-- Task requirements --
Copy the records exactly, leaving out every picture.

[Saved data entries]
========================

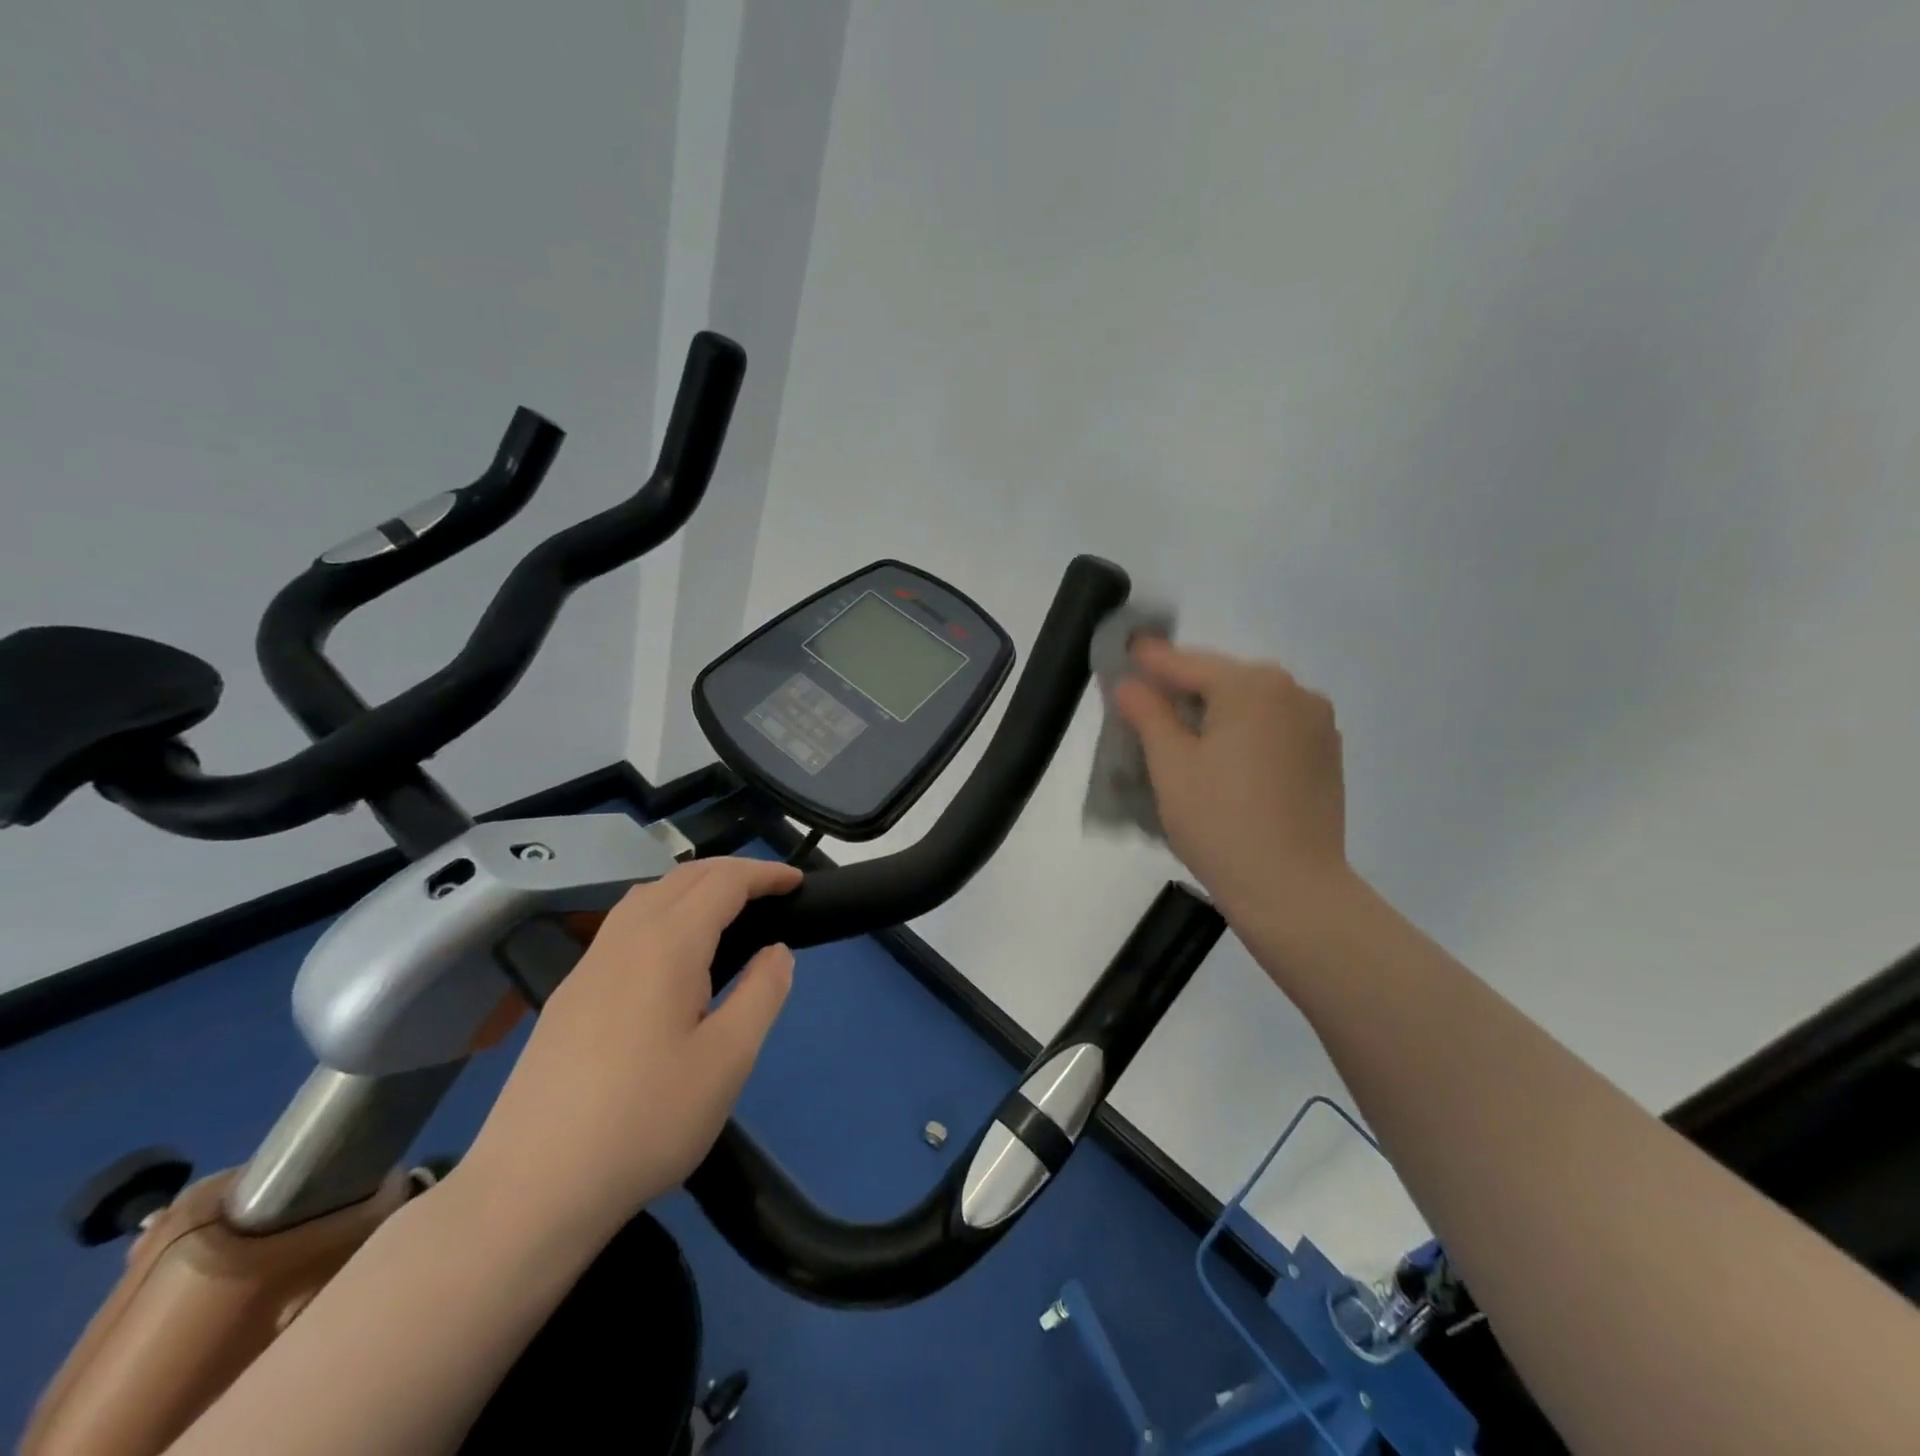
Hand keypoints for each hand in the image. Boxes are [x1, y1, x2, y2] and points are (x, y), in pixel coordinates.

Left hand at [453, 857, 801, 1244]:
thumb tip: (777, 951)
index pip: (723, 883)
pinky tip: (670, 953)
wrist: (530, 1192)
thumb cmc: (645, 1122)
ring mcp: (587, 967)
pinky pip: (623, 925)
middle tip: (770, 890)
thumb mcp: (728, 1061)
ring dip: (693, 886)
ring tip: (725, 911)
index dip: (764, 874)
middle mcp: (624, 940)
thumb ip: (762, 993)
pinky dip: (662, 910)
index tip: (798, 881)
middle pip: (682, 878)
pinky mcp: (568, 997)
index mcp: (666, 946)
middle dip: (731, 871)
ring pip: (646, 896)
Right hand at [1113, 639, 1349, 921]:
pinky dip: (1243, 733)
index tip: (1122, 651)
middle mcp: (1293, 691)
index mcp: (1252, 686)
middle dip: (1181, 690)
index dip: (1148, 662)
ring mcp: (1317, 723)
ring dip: (1214, 712)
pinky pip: (1273, 728)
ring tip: (1180, 738)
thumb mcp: (1170, 765)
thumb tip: (1130, 683)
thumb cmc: (1220, 823)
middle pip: (1221, 680)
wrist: (1292, 889)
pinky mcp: (1326, 755)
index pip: (1186, 664)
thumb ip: (1147, 713)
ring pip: (1249, 705)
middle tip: (1143, 706)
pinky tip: (1222, 761)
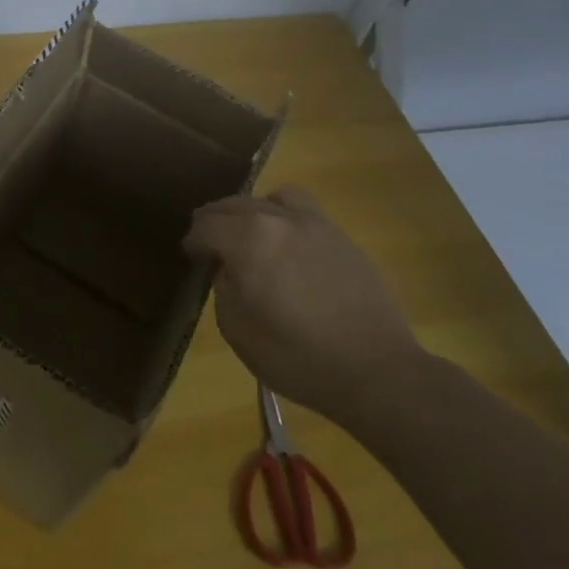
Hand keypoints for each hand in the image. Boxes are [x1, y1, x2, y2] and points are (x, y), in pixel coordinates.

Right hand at [184, 185, 424, 425]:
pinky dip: (284, 216)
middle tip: (209, 241)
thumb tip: (227, 269)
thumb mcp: (238, 330)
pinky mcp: (342, 237)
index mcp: (248, 239)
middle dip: (215, 221)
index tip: (192, 257)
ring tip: (249, 232)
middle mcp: (279, 219)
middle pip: (234, 205)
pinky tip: (287, 242)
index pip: (206, 227)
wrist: (376, 370)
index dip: (193, 242)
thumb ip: (223, 288)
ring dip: (251, 211)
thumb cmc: (297, 357)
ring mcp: (315, 224)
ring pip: (271, 199)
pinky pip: (303, 210)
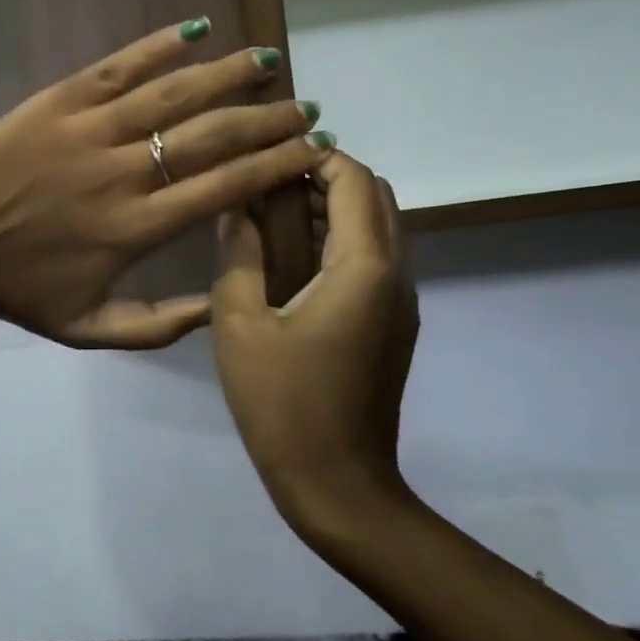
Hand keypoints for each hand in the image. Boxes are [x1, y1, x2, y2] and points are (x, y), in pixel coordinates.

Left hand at [0, 20, 327, 348]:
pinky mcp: (59, 100)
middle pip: (212, 135)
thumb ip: (161, 325)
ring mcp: (90, 129)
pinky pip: (119, 65)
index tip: (312, 150)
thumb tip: (221, 308)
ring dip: (229, 74)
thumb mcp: (91, 331)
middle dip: (268, 120)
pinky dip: (160, 44)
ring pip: (174, 92)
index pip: (226, 187)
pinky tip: (197, 28)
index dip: (275, 165)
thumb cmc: (20, 293)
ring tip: (270, 61)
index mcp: (137, 227)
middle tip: (306, 108)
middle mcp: (124, 171)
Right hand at [211, 149, 419, 538]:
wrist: (337, 483)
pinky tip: (297, 263)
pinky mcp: (396, 323)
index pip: (354, 179)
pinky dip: (344, 240)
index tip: (271, 159)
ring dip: (336, 209)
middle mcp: (396, 273)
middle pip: (376, 195)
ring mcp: (402, 300)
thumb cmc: (282, 404)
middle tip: (270, 188)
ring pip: (380, 226)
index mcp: (363, 267)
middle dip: (328, 178)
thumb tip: (237, 208)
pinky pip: (377, 258)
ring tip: (277, 220)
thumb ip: (238, 255)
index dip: (316, 157)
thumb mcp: (239, 325)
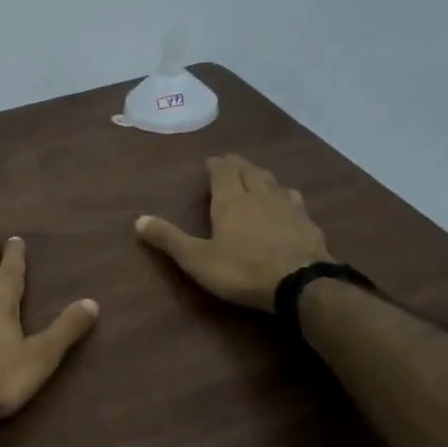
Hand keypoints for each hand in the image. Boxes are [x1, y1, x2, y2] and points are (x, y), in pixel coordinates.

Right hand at [136, 155, 332, 310]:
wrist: (301, 284)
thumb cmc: (242, 270)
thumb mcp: (197, 259)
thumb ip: (169, 239)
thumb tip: (138, 220)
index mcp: (231, 200)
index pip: (223, 170)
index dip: (216, 164)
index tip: (211, 161)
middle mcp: (260, 195)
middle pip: (250, 171)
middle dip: (239, 165)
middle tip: (231, 165)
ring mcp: (288, 207)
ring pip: (274, 182)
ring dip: (263, 177)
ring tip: (257, 179)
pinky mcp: (309, 224)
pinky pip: (295, 200)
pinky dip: (286, 196)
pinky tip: (288, 204)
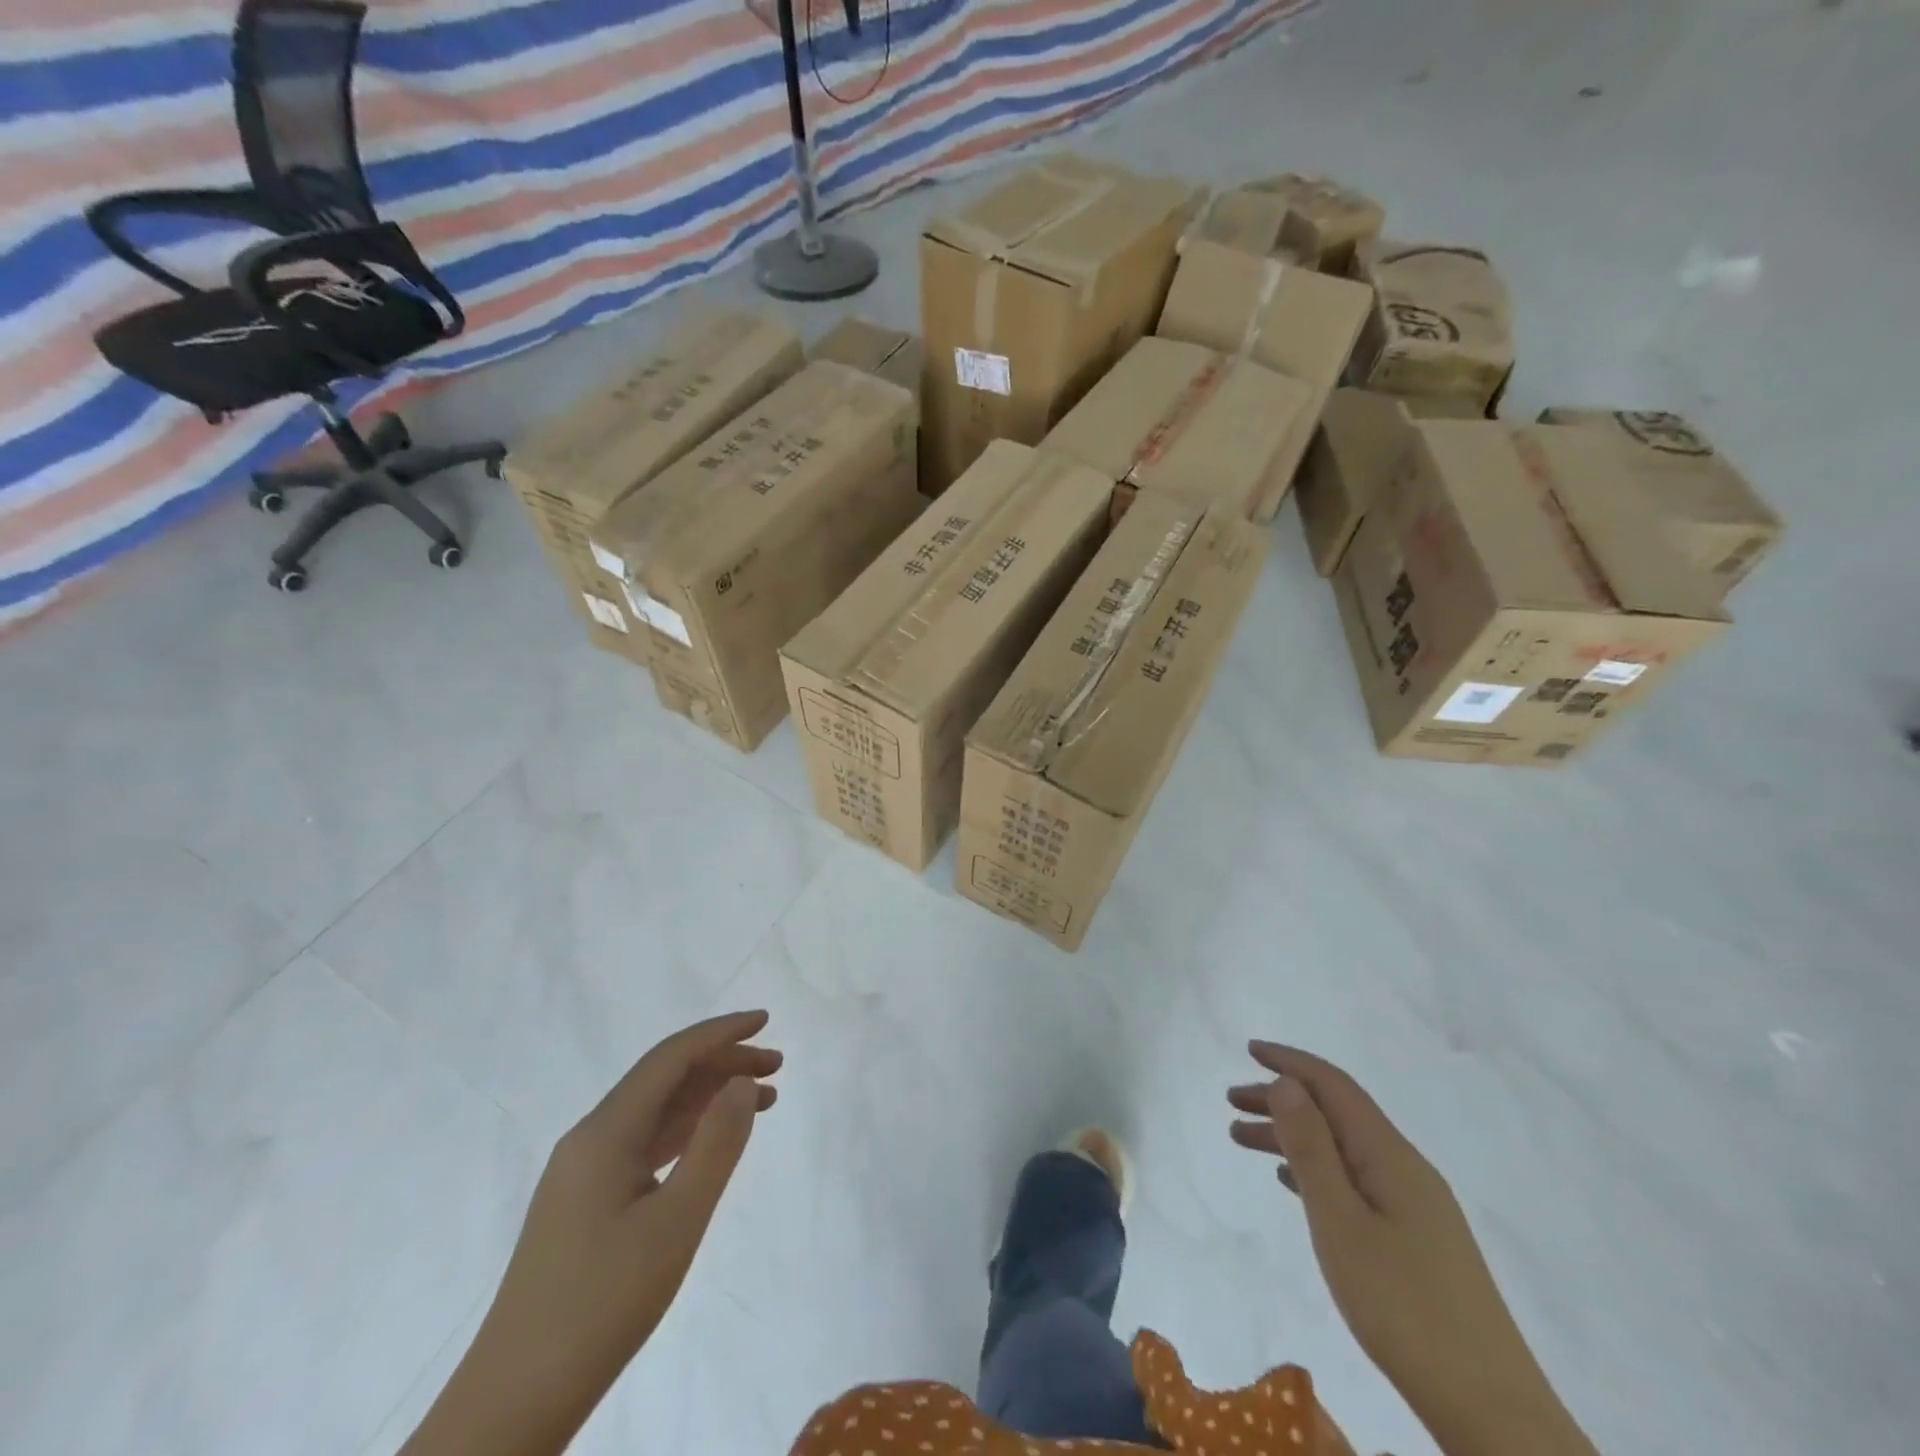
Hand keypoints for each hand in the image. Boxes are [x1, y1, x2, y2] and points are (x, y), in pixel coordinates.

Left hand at [403, 1011, 779, 1455]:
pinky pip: (646, 1144)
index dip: (720, 1033)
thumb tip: (742, 1080)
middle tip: (778, 1067)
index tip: (765, 1021)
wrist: (515, 1401)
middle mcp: (591, 1138)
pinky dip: (688, 1132)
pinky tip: (713, 1143)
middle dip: (722, 1063)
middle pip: (665, 1079)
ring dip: (709, 1097)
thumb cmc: (602, 1304)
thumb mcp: (676, 1221)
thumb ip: (715, 1143)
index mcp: (606, 1131)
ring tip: (763, 1099)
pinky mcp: (586, 1202)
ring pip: (657, 1112)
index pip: (671, 1058)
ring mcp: (584, 1172)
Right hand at [1229, 1043, 1595, 1455]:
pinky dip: (1315, 1169)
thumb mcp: (1340, 1221)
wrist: (1492, 1412)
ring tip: (1241, 1139)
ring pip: (1342, 1148)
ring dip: (1292, 1136)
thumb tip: (1288, 1083)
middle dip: (1281, 1099)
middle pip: (1336, 1113)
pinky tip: (1291, 1182)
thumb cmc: (1403, 1307)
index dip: (1290, 1062)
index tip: (1248, 1049)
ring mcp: (1415, 1206)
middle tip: (1230, 1101)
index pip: (1334, 1086)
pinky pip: (1354, 1180)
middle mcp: (1405, 1168)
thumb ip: (1311, 1148)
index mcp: (1390, 1155)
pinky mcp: (1417, 1240)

========================

-- Task result --
Hand keypoints for each hand in the image. Boxes are [x1, y1, x2, y2] and points are (x, y), in pixel coordinates.

Left hand at [453, 857, 801, 1244]:
thumb tip: (777, 951)
index pip: (723, 883)
pinky tip: (670, 953)
wrist: (530, 1192)
thumb cmc: (645, 1122)
ring mcp: (587, 967)
pinky pip: (623, 925)
middle tip: (770, 890)
thumb mcp: (728, 1061)
ring dip: (693, 886)
ring tip: (725, 911)
index dip: (764, 874)
middle mcp: (624, 940)
thumb ip: (762, 993)
pinky dip: (662, 910)
index tip: (798, 881)
middle pip: (682, 878)
pinky mcp: (568, 997)
index mcp: (666, 946)
middle dip: (731, 871)
ring pip: (646, 896)
Right hand at [1113, 639, 1349, 921]:
pinky dip: (1243, 733)
index tip: (1122, 651)
middle mcp: (1293, 691)
index mcp: (1252, 686)
middle dip: (1181, 690)
index dip: (1148, 662)
ring mcp: (1317, 723)
ring dip: (1214, 712)
pinky pip: (1273, 728)
ring tip: (1180, 738)
thumb mcp: (1170, 765)
thumb tip: (1130, 683)
thumb cmc: (1220, 823)
middle pip: (1221, 680)
wrist: (1292, 889)
pinky mcp: (1326, 755)
index pip: (1186, 664)
thumb ip: (1147, 713)
ring pip: (1249, 705)
middle tip: (1143, 706)
pinky tip: (1222, 761)
Hand keypoints for each hand in the image. Boxes are [x1, y1, x2, y2] and points are (x, y), in pixel coordinates.

Right hand at [184, 185, 424, 425]:
pinky dip: (284, 216)
middle tip: (209, 241)
thumb tip: (227, 269)
thumb mcp: (238, 330)
pinky mcp: (342, 237)
index mcp: (248, 239)
middle dip: (215, 221)
index tip: (192, 257)
ring tip: (249, 232)
middle mcp: (279, 219)
middle pip: (234, 205)
pinky tip: (287, 242)
index pip: (206, 227)
wrist: (376, 370)
index dip: (193, 242)
thumb ip: (223, 288)
ring dip: (251, 211)
thumb cmc: (297, 357)
ring mcp: (315, 224)
ring pip: (271, 199)
pinky pip: (303, 210)
Hand keypoints for each hand in the image. Boxes are [x1, y1, x2, y2] and points are (x, y), in pixel coordinates.

Left hand at [0, 20, 327, 348]:
pinky mcp: (59, 100)
middle pip: (212, 135)
thumb ip: (161, 325)
ring mcp: (90, 129)
pinky pip: (119, 65)
index tip: (312, 150)
thumb tip: (221, 308)
ring dip: (229, 74)
thumb mcp: (91, 331)
middle dip: (268, 120)
pinky dip: (160, 44)
ring pip: (174, 92)
index pip: (226, 187)
pinky tip: (197, 28)
index dip: (275, 165)
thumb cmc: (20, 293)
ring tip: (270, 61)
index mcp: (137, 227)
middle tip: (306, 108)
middle mcp: (124, 171)
Right hand at [211, 149, 419, 538]:
wrist: (337, 483)
pinky tip: (297, 263)
pinky mcp: (396, 323)
index pip: (354, 179)
pinky dip: (344, 240)
index tip: (271, 159)
ring dip: (336, 209)
middle mcp: (396, 273)
middle pip: (376, 195)
ring mcp: (402, 300)
thumb cmc: (282, 404)
middle tip: (270, 188)
ring pip: (380, 226)
index mcp: (363, 267)
middle dip: (328, 178)
thumb tip: (237, 208)
pinky pip: (377, 258)
ring tip: (277, 220)
thumb ip: (238, 255)
index dip: (316, 157)
thumb mcp: (239, 325)
Hand keypoints for each hand in the image. Boxes are [x1, y1, x2, y2] and points are (x, y), in pixel coordinates.

Right hand at [136, 155, 332, 310]:
wrist: (301, 284)
thumb cmc: (242, 270)
thumb mcp: (197, 259)
thumb ip: (169, 239)
thumb tip: (138, 220)
index mcp: (231, 200)
index pip: (223, 170)
index dip: (216, 164)
index tip: (211, 161)
middle mcp: (260, 195)
middle pip: (250, 171)
middle dip: (239, 165)
middle tip: (231, 165)
ring mcp: (288, 207)
ring pip: (274, 182)
ring dip: (263, 177)
ring tip: (257, 179)
pinky mcp: (309, 224)
pinky pip: (295, 200)
pinky dip: (286, 196)
pinky tip: (288, 204)
Hand keypoints for each hand in the image. Boxes are [x1, y1, x2, y2] and points are (x, y), in pixel coordinates.

Left hand at [403, 1011, 779, 1455]:
pinky pip: (646, 1144)
index dip: (720, 1033)
thumb tip: (742, 1080)
middle tip: (778, 1067)
index tip: (765, 1021)
wrist: (515, 1401)
middle mcp: (591, 1138)
pinky dip: (688, 1132)
pinky tip: (713, 1143)
middle dip: (722, 1063)
middle pip: (665, 1079)
ring dip: (709, 1097)
thumb cmc: (602, 1304)
thumb mcp: (676, 1221)
thumb ip: (715, 1143)
index mcp: (606, 1131)
ring tip: (763, 1099)
pinky mcp: (586, 1202)
ring pip: (657, 1112)
index pip: (671, 1058)
ring mcp: (584, 1172)
Right hand at [1229, 1043, 1595, 1455]:
pinky dip: (1315, 1169)
thumb mcp: (1340, 1221)
wrist: (1492, 1412)
ring tip: (1241, 1139)
ring pip: (1342, 1148)
ring dip: (1292, 1136)
thumb tip: (1288, 1083)
middle dip: (1281, 1099)
middle pip: (1336, 1113)
pinky tip: (1291, 1182)
thumb cmc: (1403, 1307)
index dip: (1290, 1062)
index tip: (1248, 1049)
ring mcp: (1415, 1206)
middle tip: (1230, 1101)
index pip: (1334, 1086)
pinky pip: (1354, 1180)
middle mcp: (1405, 1168)
thumb ip: (1311, 1148)
index mcp: (1390, 1155)
pinky mcp: (1417, 1240)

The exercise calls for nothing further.